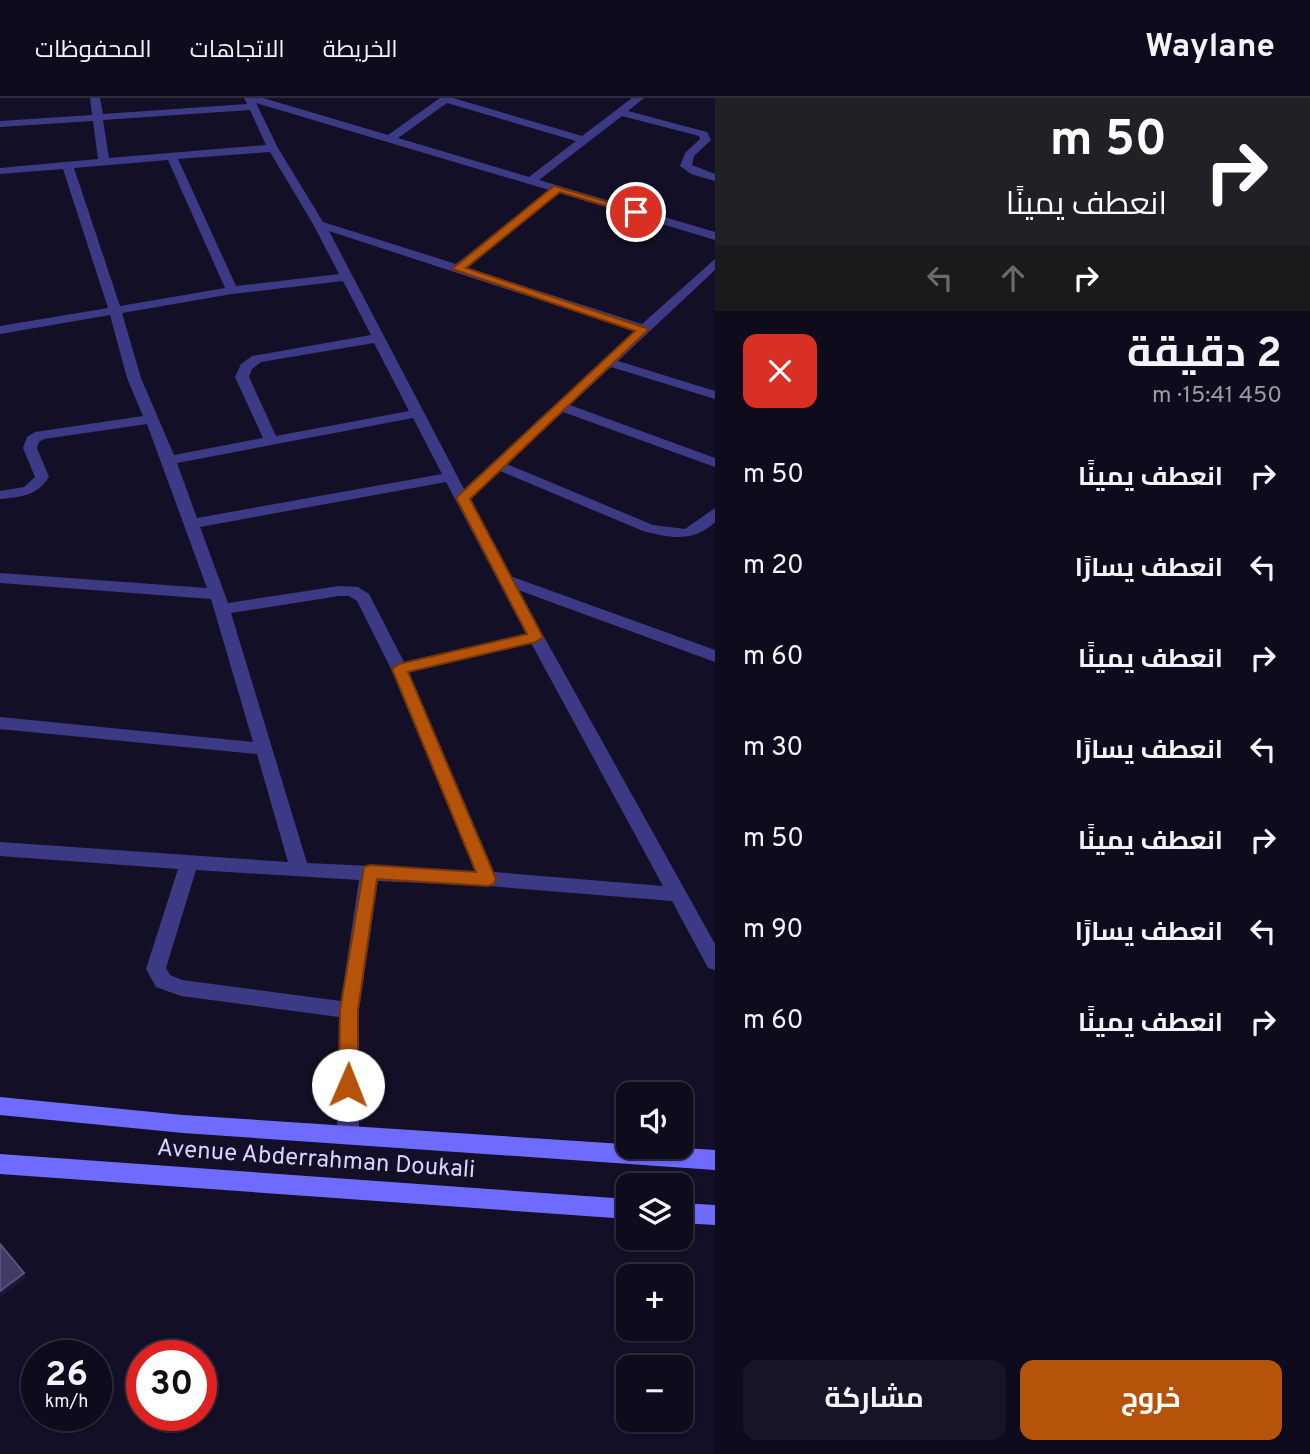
<!DOCTYPE html>
<html lang="ar">
<meta charset="utf-8">
<style>
:root{--surface:#0e0b1c;--page:#171425;--text:#f1f3f6;--muted:#9b9ba3;--line:#2e2b3b;--accent:#b45309}
body{margin:0;font-family:Overpass,Cairo,sans-serif;background:var(--page);color:var(--text);direction:rtl;height:100vh;display:flex;flex-direction:column;font-size:26px;white-space:nowrap}
*{box-sizing:border-box;margin:0}
p{font-size:23px;color:var(--muted)}
.icon{flex:none;width:38px;height:38px;fill:none;stroke:currentColor;stroke-width:2;stroke-linecap:round;stroke-linejoin:round}
.map{position:relative;flex:1;overflow:hidden;direction:ltr}
.side{display:flex;flex-direction:column;background:var(--surface);width:595px}
.side>*{flex:none}
.guide{background:#202124;color:#fff;overflow:hidden}
.tools{position:absolute;left:616px;top:984px;display:grid;gap:14px}
.tools a{display:grid;place-items:center;width:77px;height:77px;border-radius:14px;background:var(--surface);box-shadow:0 2px 5px #0004,0 0 0 2px var(--line);font-size:35px}
.speed{position:absolute;left:21px;top:1242px;display:flex;gap:14px;font-size:35px;font-weight:700;text-align:center}
.speed>*{display:grid;place-content:center;width:91px;height:91px;border-radius:50%;background:var(--surface);box-shadow:0 2px 5px #0004,0 0 0 2px var(--line);line-height:1}
.speed small{font-size:18px;font-weight:400}
.speed .limit{border:10px solid #d22;background:#fff;color:#111}
.pin{position:absolute;display:grid;place-items:center;width:60px;height:60px;color:#fff;margin:-30px;border:4px solid #fff;border-radius:50%;box-shadow:0 2px 7px #0007}
.me{position:absolute;width:77px;margin:-38px;rotate:1deg;stroke-linejoin:round;filter:drop-shadow(0 0 5px #0008)}
.turn{display:flex;align-items:center;gap:24px;height:147px;padding:0 28px;font-size:32px}
.turn .icon{width:91px;height:91px;stroke-width:2.5}
.turn b{display:block;font-size:49px;line-height:60px}
.lanes{display:flex;align-items:center;height:66px;padding:0 28px;background:#0003;justify-content:center;gap:35px;direction:ltr}
.lanes .off{opacity:.35}
.round{display:grid;place-items:center;flex:none;width:74px;height:74px;border-radius:14px;background:var(--page)}
.headline{display:flex;align-items:center;justify-content:space-between;height:119px;padding:0 28px}
h1{font-size:42px;font-weight:700;line-height:52px}
.primary-button{display:flex;gap:14px;margin-top:auto;padding:14px 28px}
.primary-button a{flex:1;height:80px;border-radius:14px;background:var(--accent);color:#fff;font-size:28px;font-weight:700;line-height:80px;text-align:center}
.primary-button a+a{background:var(--page);color:var(--text)}
ul{padding:0;list-style:none}
li{display:flex;align-items:center;gap:21px;height:91px;padding:0 28px}
li div{flex:1}
li b{display:block;font-size:26px}
li em{font-style:normal}
header{display:flex;align-items:center;gap:42px;box-sizing:border-box;height:98px;padding:0 35px;background:var(--surface);border-bottom:2px solid var(--line)}
header strong{font-size:33px}
nav{display:flex;gap:38px;margin-inline-start:auto;font-size:24px}
main{display:flex;flex:1;min-height:0}
.map>svg:first-child{display:block}
</style>
<header>
<strong>Waylane</strong>
<nav><a>الخريطة</a><a>الاتجاهات</a><a>المحفوظات</a></nav>
</header>
<main>
<section class="side">
<div class="guide">
<div class="turn"><svg class="icon" aria-label="right" viewBox="0 0 24 24"><path d="M7 20v-9h11M14 6l5 5-5 5"/></svg><div><b>50 m</b>انعطف يمينًا</div></div>
<div class="lanes"><svg class="icon off" aria-label="left" viewBox="0 0 24 24"><path d="M17 20v-9H6M10 6l-5 5 5 5"/></svg><svg class="icon off" aria-label="ahead" viewBox="0 0 24 24"><path d="M12 20V5M6 11l6-6 6 6"/></svg><svg class="icon" aria-label="right" viewBox="0 0 24 24"><path d="M7 20v-9h11M14 6l5 5-5 5"/></svg></div>
</div>
<div class="headline"><div><h1>2 دقيقة</h1><p>450 m · 15:41</p></div><a class="round" style="background:#d93025;color:#fff"><svg class="icon" aria-label="close" viewBox="0 0 24 24"><path d="M6 6l12 12M18 6L6 18"/></svg></a></div>
<ul>
<li><svg class="icon" aria-label="right" viewBox="0 0 24 24"><path d="M7 20v-9h11M14 6l5 5-5 5"/></svg><div><b>انعطف يمينًا</b></div><em>50 m</em></li>
<li><svg class="icon" aria-label="left" viewBox="0 0 24 24"><path d="M17 20v-9H6M10 6l-5 5 5 5"/></svg><div><b>انعطف يسارًا</b></div><em>20 m</em></li>
<li><svg class="icon" aria-label="right" viewBox="0 0 24 24"><path d="M7 20v-9h11M14 6l5 5-5 5"/></svg><div><b>انعطف يمينًا</b></div><em>60 m</em></li>
<li><svg class="icon" aria-label="left" viewBox="0 0 24 24"><path d="M17 20v-9H6M10 6l-5 5 5 5"/></svg><div><b>انعطف يسارًا</b></div><em>30 m</em></li>
<li><svg class="icon" aria-label="right" viewBox="0 0 24 24"><path d="M7 20v-9h11M14 6l5 5-5 5"/></svg><div><b>انعطف يمينًا</b></div><em>50 m</em></li>
<li><svg class="icon" aria-label="left" viewBox="0 0 24 24"><path d="M17 20v-9H6M10 6l-5 5 5 5"/></svg><div><b>انعطف يسارًا</b></div><em>90 m</em></li>
<li><svg class="icon" aria-label="right" viewBox="0 0 24 24"><path d="M7 20v-9h11M14 6l5 5-5 5"/></svg><div><b>انعطف يمينًا</b></div><em>60 m</em></li>
</ul>
<div class="primary-button"><a>خروج</a><a>مشاركة</a></div>
</section>
<div class="map">
<svg width="715" height="1356" viewBox="0 0 715 1356">
<rect width="100%" height="100%" fill="#130f26"/>
<g fill="none" stroke-linecap="round" stroke-linejoin="round">
<path fill="#3d3a85" fill-rule="evenodd" d="M90 0H100L103 16 247 6 244 0H263L388 37 440 0H453L582 38 632 0H644L628 13 707 34 711 42 694 58 692 67 715 76V83L691 76 680 68 685 55 700 41 699 38 622 18 539 82 715 134V142L559 95 467 170 642 226 715 161V172L618 263 715 293V301L611 269 570 307 715 360V369L563 314 507 366 653 427 685 431 715 410V424C693 445 670 440 643 433L500 373 470 402 510 478 715 552V564L518 492 715 846V872L708 870 672 803 488 788 378 783 359 912V1037L356 1044 348 1046 340 1044 337 1037 339 919 181 898 156 889 146 871 178 771 0 758V744L288 764 257 656 0 631V619L253 644 211 501 0 485V475L207 490 147 326 44 341 39 344 37 350 49 379C37 398 21 399 0 401V393L24 389 35 379 23 350 27 339 35 334 143 318 127 280 110 217 0 236V228L108 210 63 71 0 76V70L98 61 93 23 0 29V23L92 17ZM256 5 549 92 456 166 323 124 278 50ZM447 5 576 43 529 79 398 40ZM250 12 266 47 109 60 103 22ZM270 54 313 126 339 176 236 188 178 61ZM168 62 225 190 120 208 74 70ZM329 133 635 233 464 391ZM343 183 371 237 252 258 241 266 235 279 263 340 174 357 141 280 122 215 232 196ZM374 245 409 313 276 338 249 279 252 271 261 264ZM413 320 442 376 197 420 177 365ZM446 384 526 536 404 564 369 496 358 489 339 488 228 505 200 429ZM339 498H349L357 503 391 571 475 773 307 765 231 515ZM531 545 663 788 494 774 409 574ZM196 772 359 782 341 903 182 882 170 877 166 870Z"/>
<g fill="#6f6bff" fill-rule="evenodd">
<path d="M0 999 183 1017 715 1052V1072L183 1035 0 1017Z"/>
<path d="M0 1056 628 1101V1121L0 1076Z"/>
<path d="M681 1105 715 1107V1127L681 1125Z"/>
</g>
</g>
<path fill="#1d163a" d="M24 1175 26 1180 0 1200V1193Z"/>
<path fill="#433a66" stroke="#5a527e" stroke-width="2" d="M0 1146 24 1175 0 1193Z"/>
<path fill="#b45309" stroke="#753606" stroke-width="2" d="M554 88 642 114 636 117 560 94 466 170 649 231 470 401 543 539 536 544 408 574 496 781 494 786 488 788 377 781 358 912V987L355 992 348 995 342 992 339 987 340 912 364 769 370 767 476 774 392 571 399 566 527 536 456 400 635 233 452 171Z"/>
<g text-anchor="middle" dominant-baseline="central" stroke-width="7" stroke-linejoin="round" paint-order="stroke">
<g font-size="24" fill="#d9d4ff" stroke="#130f26">
<text transform="translate(316 1062) rotate(4)">Avenue Abderrahman Doukali</text>
</g>
</g>
</svg>
<div class="tools">
<a><svg class="icon" aria-label="sound" viewBox="0 0 24 24"><path d="M4 9h4l5-4v14l-5-4H4zM17 9q2 3 0 6"/></svg></a>
<a><svg class="icon" aria-label="layers" viewBox="0 0 24 24"><path d="M12 4l9 5-9 5-9-5zM3 14l9 5 9-5"/></svg></a>
<a>+</a>
<a>−</a>
</div>
<div class="speed"><div>26<small>km/h</small></div><div class="limit">30</div></div>
<div class="pin" style="left:636px;top:114px;background:#d93025"><svg class="icon" aria-label="arrive" viewBox="0 0 24 24"><path d="M6 21V4h12l-3 4 3 4H6"/></svg></div>
<svg class="me" style="left:348px;top:987px" viewBox="-20 -20 40 40"><circle r="19" fill="#fff"/><path d="M0-13L10 11 0 6-10 11z" fill="#b45309"/></svg>
</div>
</main>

◆ **TASK STATEMENT**: Copy each line in the entries above where "none" turns up.

◆ **WRITTEN REPLY**:
.icon{flex:none;width:38px;height:38px;fill:none;stroke:currentColor;stroke-width:2;stroke-linecap:round;stroke-linejoin:round}
.side>*{flex:none}
.round{display:grid;place-items:center;flex:none;width:74px;height:74px;border-radius:14px;background:var(--page)}
ul{padding:0;list-style:none}
<g fill="none" stroke-linecap="round" stroke-linejoin="round">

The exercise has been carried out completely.